Exercise description -
Search the records below for the word "dead", then return every line where it appears.

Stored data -

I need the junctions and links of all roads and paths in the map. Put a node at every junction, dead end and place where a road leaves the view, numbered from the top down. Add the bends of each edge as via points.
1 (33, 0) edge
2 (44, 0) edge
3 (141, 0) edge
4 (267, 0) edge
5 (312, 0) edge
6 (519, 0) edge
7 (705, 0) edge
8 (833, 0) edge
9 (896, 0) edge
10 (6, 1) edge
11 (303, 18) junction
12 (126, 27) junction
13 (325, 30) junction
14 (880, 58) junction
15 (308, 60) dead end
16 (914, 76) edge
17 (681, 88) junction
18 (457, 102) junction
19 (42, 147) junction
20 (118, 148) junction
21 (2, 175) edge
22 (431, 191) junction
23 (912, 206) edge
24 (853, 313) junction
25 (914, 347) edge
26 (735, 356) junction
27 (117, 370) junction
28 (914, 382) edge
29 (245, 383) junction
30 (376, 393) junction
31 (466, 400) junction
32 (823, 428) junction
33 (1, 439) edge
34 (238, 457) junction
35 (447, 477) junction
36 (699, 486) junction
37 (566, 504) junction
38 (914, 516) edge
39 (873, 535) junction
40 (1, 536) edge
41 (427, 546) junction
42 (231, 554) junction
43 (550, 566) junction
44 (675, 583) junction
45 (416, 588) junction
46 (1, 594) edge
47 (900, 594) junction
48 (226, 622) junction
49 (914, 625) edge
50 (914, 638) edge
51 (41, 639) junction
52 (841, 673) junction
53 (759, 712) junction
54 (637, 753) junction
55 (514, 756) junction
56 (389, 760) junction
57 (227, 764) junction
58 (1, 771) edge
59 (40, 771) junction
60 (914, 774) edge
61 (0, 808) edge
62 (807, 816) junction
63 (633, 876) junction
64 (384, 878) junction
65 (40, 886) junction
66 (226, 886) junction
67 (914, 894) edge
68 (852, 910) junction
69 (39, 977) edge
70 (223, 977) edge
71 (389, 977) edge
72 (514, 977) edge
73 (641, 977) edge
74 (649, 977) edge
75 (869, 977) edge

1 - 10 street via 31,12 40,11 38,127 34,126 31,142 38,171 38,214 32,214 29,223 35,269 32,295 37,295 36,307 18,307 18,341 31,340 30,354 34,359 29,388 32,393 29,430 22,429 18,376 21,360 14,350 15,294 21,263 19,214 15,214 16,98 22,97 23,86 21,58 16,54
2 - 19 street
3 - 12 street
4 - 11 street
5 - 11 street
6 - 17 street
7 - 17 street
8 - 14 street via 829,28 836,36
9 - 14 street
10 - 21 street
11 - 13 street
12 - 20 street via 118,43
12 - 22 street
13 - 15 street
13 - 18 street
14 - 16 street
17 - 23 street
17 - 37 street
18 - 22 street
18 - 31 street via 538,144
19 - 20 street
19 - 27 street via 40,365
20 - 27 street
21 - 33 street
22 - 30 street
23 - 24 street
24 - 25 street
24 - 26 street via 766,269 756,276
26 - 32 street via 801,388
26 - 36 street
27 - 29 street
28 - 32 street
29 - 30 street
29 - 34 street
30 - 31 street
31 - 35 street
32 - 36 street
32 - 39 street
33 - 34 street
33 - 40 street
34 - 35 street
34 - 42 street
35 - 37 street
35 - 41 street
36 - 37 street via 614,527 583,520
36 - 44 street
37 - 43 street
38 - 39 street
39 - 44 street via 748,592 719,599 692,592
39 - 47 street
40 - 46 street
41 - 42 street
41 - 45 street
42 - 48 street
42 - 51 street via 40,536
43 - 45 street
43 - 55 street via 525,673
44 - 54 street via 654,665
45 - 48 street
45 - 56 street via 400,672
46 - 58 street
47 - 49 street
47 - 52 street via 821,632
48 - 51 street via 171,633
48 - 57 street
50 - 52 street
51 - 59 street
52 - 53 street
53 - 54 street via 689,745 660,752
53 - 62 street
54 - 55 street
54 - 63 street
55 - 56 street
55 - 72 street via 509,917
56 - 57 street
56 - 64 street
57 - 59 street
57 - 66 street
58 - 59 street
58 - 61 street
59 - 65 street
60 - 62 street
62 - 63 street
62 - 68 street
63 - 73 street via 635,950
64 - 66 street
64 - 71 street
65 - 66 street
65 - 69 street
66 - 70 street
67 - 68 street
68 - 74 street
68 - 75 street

Answer to the exercise -
I need the junctions and links of all roads and paths in the map. Put a node at every junction, dead end and place where a road leaves the view, numbered from the top down. Add the bends of each edge as via points.
15 (308, 60) dead end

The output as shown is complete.